You could see a HR professional as a realtor almost, because he/she mediates between the owners (management/company owners) and potential buyers (prospective employees), and it is his/her job to sell jobs, and keep employees engaged and motivated at the workplace.

Essentially, HR professionals have three key deliverables – recruitment, employee engagement and ensuring that the right environment exists to optimize employee performance. Each of these deliverables can be enhanced by implementing an employee advocacy program.

What is employee advocacy?

Employee participation in brand advocacy over social media channels is referred to as employee advocacy. Employee advocacy has a number of use cases and affirms the developing culture of cross-department cooperation in organizations and takes advantage of the growing trust in regular people or people like yourself.
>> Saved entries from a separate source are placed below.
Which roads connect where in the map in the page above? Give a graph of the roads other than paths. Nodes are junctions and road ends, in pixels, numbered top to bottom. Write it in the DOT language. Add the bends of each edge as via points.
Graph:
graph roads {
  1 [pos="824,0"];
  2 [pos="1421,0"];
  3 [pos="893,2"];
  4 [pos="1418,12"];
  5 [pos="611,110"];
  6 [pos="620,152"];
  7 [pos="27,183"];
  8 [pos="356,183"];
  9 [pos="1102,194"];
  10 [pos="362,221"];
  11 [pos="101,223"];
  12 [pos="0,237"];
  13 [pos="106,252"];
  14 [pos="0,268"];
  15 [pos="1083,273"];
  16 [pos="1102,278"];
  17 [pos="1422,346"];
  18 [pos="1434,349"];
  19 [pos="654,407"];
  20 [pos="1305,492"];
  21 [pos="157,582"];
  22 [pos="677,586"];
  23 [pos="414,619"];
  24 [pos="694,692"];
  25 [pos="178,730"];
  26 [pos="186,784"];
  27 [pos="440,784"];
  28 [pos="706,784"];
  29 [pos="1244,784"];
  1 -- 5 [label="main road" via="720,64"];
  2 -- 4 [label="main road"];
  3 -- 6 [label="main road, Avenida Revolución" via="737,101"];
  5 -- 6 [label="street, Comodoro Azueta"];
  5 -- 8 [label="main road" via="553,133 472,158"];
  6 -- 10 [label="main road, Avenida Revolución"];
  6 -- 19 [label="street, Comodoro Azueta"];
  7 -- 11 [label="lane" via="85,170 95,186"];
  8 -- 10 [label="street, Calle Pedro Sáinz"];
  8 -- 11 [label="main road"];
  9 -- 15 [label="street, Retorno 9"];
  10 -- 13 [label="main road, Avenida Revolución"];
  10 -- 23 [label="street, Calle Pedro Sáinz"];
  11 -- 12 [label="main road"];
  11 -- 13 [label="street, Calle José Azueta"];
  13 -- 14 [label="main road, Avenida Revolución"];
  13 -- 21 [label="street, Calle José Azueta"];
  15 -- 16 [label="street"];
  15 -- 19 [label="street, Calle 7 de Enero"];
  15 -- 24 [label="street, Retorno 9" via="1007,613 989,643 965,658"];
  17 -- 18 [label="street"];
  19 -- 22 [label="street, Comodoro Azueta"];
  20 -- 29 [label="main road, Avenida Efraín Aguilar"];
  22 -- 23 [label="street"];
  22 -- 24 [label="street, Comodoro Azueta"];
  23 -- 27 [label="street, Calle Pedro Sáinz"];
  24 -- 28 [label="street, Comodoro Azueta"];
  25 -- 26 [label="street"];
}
To learn more about the various use cases of employee advocacy, you can read our post on employee advocacy use cases and case studies. In this article, we will explore the impact of employee advocacy on HR and its deliverables.

1. Employee engagement

Employee engagement is both a causative factor and product of employee advocacy. You need employee engagement to drive your employee advocacy program, and the program in turn holds the potential to create employee engagement.

  • Companies with engaged employees perform 202% times better than others (Source: Dale Carnegie)
  • Only 32.6% of the American working population is engaged (Source: Gallup)
  • 47% companies who participated in a study claimed that they had to replace over 20% of their workforce in the last year alone (Source:Spherion)
  • Engaged employees are 59% less likely to switch jobs or look for opportunities (Source: Gallup)
  • Over $11 billion is lost annually to employee turnover (Source: Dale Carnegie)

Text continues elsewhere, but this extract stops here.